▸ SUPPLIED ENTRIES
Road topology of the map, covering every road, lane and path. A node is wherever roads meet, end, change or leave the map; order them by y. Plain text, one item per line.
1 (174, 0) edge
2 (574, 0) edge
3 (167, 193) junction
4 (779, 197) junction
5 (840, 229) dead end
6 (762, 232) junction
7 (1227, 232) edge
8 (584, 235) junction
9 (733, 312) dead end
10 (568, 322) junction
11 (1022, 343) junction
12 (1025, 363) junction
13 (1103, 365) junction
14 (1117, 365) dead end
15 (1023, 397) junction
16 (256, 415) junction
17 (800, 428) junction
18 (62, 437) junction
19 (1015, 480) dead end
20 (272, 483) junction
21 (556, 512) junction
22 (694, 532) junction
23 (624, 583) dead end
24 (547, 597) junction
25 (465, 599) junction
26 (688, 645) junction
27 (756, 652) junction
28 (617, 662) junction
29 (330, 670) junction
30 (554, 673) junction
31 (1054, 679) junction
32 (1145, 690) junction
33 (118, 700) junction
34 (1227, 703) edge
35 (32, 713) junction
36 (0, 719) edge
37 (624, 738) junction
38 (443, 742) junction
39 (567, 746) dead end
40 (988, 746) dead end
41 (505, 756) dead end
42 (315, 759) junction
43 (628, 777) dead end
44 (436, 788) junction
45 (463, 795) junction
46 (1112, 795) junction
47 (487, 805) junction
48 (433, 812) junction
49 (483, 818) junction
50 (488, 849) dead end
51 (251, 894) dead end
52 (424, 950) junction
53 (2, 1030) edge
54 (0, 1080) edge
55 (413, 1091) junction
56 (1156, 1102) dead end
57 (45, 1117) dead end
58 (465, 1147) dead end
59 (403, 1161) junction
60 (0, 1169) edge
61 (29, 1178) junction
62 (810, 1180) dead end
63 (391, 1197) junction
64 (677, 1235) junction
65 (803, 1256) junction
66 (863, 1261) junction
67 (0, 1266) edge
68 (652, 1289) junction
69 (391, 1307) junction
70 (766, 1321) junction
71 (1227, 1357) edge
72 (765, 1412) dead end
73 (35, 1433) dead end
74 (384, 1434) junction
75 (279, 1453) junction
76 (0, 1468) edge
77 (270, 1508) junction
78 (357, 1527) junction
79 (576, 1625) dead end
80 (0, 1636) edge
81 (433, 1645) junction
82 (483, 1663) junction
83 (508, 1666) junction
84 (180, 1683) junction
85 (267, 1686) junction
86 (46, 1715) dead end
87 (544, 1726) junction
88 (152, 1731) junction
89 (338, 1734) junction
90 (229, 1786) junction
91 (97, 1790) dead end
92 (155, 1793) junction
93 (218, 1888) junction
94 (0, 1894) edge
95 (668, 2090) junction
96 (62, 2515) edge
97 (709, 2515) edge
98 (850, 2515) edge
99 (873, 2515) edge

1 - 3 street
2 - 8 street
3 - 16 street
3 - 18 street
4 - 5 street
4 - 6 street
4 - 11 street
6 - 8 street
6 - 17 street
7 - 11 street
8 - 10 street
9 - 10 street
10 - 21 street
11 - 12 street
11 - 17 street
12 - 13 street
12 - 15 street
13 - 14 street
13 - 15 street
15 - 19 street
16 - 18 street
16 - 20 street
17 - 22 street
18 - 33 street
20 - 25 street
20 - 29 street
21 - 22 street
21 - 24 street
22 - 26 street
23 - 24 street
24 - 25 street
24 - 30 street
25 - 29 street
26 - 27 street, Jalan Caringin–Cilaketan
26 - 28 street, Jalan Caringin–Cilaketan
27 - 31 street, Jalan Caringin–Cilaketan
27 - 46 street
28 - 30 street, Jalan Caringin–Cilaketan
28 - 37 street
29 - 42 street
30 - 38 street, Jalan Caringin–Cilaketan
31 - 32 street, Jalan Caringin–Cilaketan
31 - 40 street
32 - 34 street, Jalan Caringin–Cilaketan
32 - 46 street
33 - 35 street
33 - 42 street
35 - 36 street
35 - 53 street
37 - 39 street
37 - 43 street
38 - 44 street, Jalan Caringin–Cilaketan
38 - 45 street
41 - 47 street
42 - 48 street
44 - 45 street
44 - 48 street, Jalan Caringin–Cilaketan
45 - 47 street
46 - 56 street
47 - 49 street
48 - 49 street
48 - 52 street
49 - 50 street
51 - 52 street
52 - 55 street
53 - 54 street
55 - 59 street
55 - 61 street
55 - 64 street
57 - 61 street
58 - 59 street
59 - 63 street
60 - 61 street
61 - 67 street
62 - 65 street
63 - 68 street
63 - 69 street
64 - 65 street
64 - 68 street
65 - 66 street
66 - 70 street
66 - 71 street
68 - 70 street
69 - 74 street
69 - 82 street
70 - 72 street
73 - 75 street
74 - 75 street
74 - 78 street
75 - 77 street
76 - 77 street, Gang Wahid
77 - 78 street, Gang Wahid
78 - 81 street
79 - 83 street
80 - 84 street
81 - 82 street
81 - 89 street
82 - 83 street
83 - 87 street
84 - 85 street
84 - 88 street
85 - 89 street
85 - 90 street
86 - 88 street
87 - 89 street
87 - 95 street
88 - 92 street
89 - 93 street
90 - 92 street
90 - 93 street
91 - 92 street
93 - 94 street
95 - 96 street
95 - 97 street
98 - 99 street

▸ PROMPT
Retype every entry, keeping each character as it was.

▸ SOLUTION TO THIS EXERCISE
Road topology of the map, covering every road, lane and path. A node is wherever roads meet, end, change or leave the map; order them by y. Plain text, one item per line.
1 (174, 0) edge
2 (574, 0) edge
3 (167, 193) junction
4 (779, 197) junction
5 (840, 229) dead end
6 (762, 232) junction
7 (1227, 232) edge
8 (584, 235) junction
9 (733, 312) dead end
10 (568, 322) junction
11 (1022, 343) junction
12 (1025, 363) junction
13 (1103, 365) junction
14 (1117, 365) dead end
15 (1023, 397) junction
16 (256, 415) junction
17 (800, 428) junction
18 (62, 437) junction
19 (1015, 480) dead end
20 (272, 483) junction
21 (556, 512) junction
22 (694, 532) junction
23 (624, 583) dead end
24 (547, 597) junction
25 (465, 599) junction
26 (688, 645) junction
27 (756, 652) junction
28 (617, 662) junction
29 (330, 670) junction
30 (554, 673) junction
31 (1054, 679) junction
32 (1145, 690) junction
33 (118, 700) junction
34 (1227, 703) edge
35 (32, 713) junction
36 (0, 719) edge
37 (624, 738) junction
38 (443, 742) junction
39 (567, 746) dead end
40 (988, 746) dead end
41 (505, 756) dead end
42 (315, 759) junction
43 (628, 777) dead end
44 (436, 788) junction
45 (463, 795) junction
46 (1112, 795) junction
47 (487, 805) junction
48 (433, 812) junction
49 (483, 818) junction
50 (488, 849) dead end
51 (251, 894) dead end
52 (424, 950) junction
53 (2, 1030) edge
54 (0, 1080) edge
55 (413, 1091) junction
56 (1156, 1102) dead end
57 (45, 1117) dead end
58 (465, 1147) dead end
59 (403, 1161) junction
60 (0, 1169) edge
61 (29, 1178) junction
62 (810, 1180) dead end
63 (391, 1197) junction
64 (677, 1235) junction
65 (803, 1256) junction
66 (863, 1261) junction
67 (0, 1266) edge
68 (652, 1289) junction
69 (391, 1307) junction
70 (766, 1321) junction
71 (1227, 1357) edge
72 (765, 1412) dead end
73 (35, 1433) dead end
74 (384, 1434) junction
75 (279, 1453) junction
76 (0, 1468) edge
77 (270, 1508) junction
78 (357, 1527) junction
79 (576, 1625) dead end
80 (0, 1636) edge
81 (433, 1645) junction
82 (483, 1663) junction
83 (508, 1666) junction
84 (180, 1683) junction
85 (267, 1686) junction
86 (46, 1715) dead end
87 (544, 1726) junction
88 (152, 1731) junction
89 (338, 1734) junction
90 (229, 1786) junction
91 (97, 1790) dead end
92 (155, 1793) junction
93 (218, 1888) junction
94 (0, 1894) edge
95 (668, 2090) junction
96 (62, 2515) edge
97 (709, 2515) edge
98 (850, 2515) edge
99 (873, 2515) edge

1 - 3 street
2 - 8 street
3 - 16 street
3 - 18 street
4 - 5 street
4 - 6 street
4 - 11 street
6 - 8 street
6 - 17 street
7 - 11 street
8 - 10 street
9 - 10 street
10 - 21 street
11 - 12 street
11 - 17 street
12 - 13 street
12 - 15 street
13 - 14 street
13 - 15 street
15 - 19 street
16 - 18 street
16 - 20 street
17 - 22 street
18 - 33 street
20 - 25 street
20 - 29 street
21 - 22 street
21 - 24 street
22 - 26 street
23 - 24 street
24 - 25 street
24 - 30 street
25 - 29 street
26 - 27 street, Jalan Caringin–Cilaketan
26 - 28 street, Jalan Caringin–Cilaketan
27 - 31 street, Jalan Caringin–Cilaketan
27 - 46 street
28 - 30 street, Jalan Caringin–Cilaketan
28 - 37 street
29 - 42 street
30 - 38 street, Jalan Caringin–Cilaketan
31 - 32 street, Jalan Caringin–Cilaketan
31 - 40 street
32 - 34 street, Jalan Caringin–Cilaketan
32 - 46 street
33 - 35 street
33 - 42 street
35 - 36 street
35 - 53 street
37 - 39 street
37 - 43 street
38 - 44 street, Jalan Caringin–Cilaketan
38 - 45 street
41 - 47 street
42 - 48 street
44 - 45 street
44 - 48 street, Jalan Caringin–Cilaketan
45 - 47 street
46 - 56 street
47 - 49 street
48 - 49 street
48 - 52 street
49 - 50 street
51 - 52 street
52 - 55 street
53 - 54 street
55 - 59 street
55 - 61 street
55 - 64 street
57 - 61 street
58 - 59 street
59 - 63 street
60 - 61 street
61 - 67 street
62 - 65 street
63 - 68 street
63 - 69 street
64 - 65 street
64 - 68 street
65 - 66 street
66 - 70 street
66 - 71 street
68 - 70 street
69 - 74 street
69 - 82 street
70 - 72 street
73 - 75 street
74 - 75 street
74 - 78 street
75 - 77 street
76 - 77 street, Gang Wahid
77 - 78 street, Gang Wahid
78 - 81 street
79 - 83 street
80 - 84 street
81 - 82 street
81 - 89 street
82 - 83 street
83 - 87 street
84 - 85 street
84 - 88 street
85 - 89 street
85 - 90 street
86 - 88 street
87 - 89 street
87 - 95 street
88 - 92 street
89 - 93 street
90 - 92 street
90 - 93 street
91 - 92 street
93 - 94 street
95 - 96 street
95 - 97 street
98 - 99 street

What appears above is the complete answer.